さらに、今回確立した条件を2020年度に開発した全工程フロー合成法に応用した結果、Cu-UPD法に匹敵する活性、構造を有するPd@Pt/炭素触媒の連続合成に成功しました。これにより、Cu-UPD法に比べ、ラボレベルで10倍以上高い生産性が見込めるPd@Pt/炭素触媒の連続合成プロセスを実現しました。

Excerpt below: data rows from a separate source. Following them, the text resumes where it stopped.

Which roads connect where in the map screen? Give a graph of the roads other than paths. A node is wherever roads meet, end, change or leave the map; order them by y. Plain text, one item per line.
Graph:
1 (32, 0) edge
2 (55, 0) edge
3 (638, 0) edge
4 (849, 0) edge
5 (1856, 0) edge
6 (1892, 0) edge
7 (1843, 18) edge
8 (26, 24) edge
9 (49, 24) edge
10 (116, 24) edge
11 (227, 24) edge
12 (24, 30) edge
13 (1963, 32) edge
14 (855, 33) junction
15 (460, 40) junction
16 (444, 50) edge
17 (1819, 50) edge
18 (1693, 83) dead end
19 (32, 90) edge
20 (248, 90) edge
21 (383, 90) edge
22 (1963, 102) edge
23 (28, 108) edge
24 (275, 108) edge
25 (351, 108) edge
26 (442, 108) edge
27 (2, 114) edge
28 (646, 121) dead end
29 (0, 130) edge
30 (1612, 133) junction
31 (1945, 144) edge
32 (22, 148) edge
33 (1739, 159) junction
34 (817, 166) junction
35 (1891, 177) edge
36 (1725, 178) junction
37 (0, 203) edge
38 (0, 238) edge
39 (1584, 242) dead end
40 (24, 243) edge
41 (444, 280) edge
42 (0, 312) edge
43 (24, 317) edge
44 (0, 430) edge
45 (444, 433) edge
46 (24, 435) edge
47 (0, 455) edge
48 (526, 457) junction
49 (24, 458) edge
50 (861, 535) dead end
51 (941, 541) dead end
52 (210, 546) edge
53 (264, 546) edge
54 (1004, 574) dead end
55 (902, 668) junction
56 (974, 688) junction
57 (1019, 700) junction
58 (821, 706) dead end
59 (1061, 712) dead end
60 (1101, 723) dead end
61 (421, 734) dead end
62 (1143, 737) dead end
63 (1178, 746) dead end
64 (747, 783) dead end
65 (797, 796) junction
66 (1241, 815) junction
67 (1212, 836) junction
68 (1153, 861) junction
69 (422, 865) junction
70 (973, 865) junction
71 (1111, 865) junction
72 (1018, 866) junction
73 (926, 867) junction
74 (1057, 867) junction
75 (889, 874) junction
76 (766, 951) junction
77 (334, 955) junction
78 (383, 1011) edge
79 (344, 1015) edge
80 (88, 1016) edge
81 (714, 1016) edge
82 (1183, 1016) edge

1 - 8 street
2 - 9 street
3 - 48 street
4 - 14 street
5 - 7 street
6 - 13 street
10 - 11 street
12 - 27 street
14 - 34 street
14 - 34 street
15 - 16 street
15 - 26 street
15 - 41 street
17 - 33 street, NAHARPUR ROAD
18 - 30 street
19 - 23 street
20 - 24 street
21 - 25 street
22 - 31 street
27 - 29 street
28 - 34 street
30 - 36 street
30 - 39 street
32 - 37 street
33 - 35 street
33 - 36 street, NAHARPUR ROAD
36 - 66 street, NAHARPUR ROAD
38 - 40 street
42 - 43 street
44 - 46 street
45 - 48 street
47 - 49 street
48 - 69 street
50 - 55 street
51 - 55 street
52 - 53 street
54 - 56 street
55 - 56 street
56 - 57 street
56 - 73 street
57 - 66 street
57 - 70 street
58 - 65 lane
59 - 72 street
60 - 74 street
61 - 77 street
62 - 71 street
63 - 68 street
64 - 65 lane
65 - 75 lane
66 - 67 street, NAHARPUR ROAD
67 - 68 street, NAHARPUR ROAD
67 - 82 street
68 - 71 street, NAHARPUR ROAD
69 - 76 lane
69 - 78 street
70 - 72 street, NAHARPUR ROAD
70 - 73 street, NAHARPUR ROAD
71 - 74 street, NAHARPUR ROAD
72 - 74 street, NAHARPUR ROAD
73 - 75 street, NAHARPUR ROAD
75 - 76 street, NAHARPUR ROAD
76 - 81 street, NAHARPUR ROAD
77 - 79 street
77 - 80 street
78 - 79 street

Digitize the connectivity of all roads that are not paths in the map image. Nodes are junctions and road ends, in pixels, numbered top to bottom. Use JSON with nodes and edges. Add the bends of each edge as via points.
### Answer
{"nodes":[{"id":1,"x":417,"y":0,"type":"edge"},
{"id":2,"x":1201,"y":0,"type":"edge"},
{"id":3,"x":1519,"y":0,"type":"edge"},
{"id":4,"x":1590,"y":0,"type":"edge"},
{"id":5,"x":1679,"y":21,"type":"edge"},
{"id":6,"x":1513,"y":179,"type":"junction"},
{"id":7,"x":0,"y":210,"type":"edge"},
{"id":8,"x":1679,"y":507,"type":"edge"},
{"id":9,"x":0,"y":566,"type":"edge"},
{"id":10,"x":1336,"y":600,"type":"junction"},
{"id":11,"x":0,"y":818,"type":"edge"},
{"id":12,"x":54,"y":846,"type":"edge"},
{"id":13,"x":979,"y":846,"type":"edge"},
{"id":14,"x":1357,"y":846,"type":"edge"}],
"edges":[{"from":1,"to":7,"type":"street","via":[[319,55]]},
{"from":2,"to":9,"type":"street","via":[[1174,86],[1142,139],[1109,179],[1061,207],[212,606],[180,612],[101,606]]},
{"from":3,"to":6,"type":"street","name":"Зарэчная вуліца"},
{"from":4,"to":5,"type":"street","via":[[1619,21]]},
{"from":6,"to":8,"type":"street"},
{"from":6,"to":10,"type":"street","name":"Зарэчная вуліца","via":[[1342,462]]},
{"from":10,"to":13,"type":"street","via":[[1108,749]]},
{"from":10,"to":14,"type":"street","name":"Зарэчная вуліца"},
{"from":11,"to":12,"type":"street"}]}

スケールアップが容易であるというフロープロセスの特徴から、今後、さらなる生産性の向上が期待できます。
表1 コアシェル型触媒の合成手法の比較
合成手法 |
合成手法の概要 |
Cu-UPD
(銅-アンダーポテンシャル析出)法 |
・従来法
・工程が非常に複雑、バッチ式、生産性が低い |
Pd@Ptナノ粒子のフロー合成法 |
・2019年に開発
・Pd@Pt/炭素触媒を全工程フロープロセスで合成することに成功
・Cu-UPD法に比べて活性が低い |
改良型全工程フロー合成法 |
・今回開発
・Cu-UPD法に匹敵する性能、活性、構造を有するPd@Pt/炭素触媒の連続合成に成功
・Cu-UPD法に比べラボレベルで10倍以上の生産性 |
超超プロジェクトでは、材料開発のスピードを大幅に向上させるための材料設計プラットフォーム(MDPF)の開発を進めています。NEDO、産総研、ADMAT、および宇部興産は本事業において、モデル材料であるPd@Pt触媒の性能をさらに上回る材料の創出を目指し、このMDPFの一部をなすハイスループット自動合成装置の活用による、迅速かつ効率的なデータ蓄積、およびマテリアルズ・インフォマティクスを活用した材料開発を進めます。これにより、白金の利用効率の向上を可能にする新規触媒開発を加速させ、コアシェル型燃料電池触媒の実用化による脱炭素社会実現へ貢献します。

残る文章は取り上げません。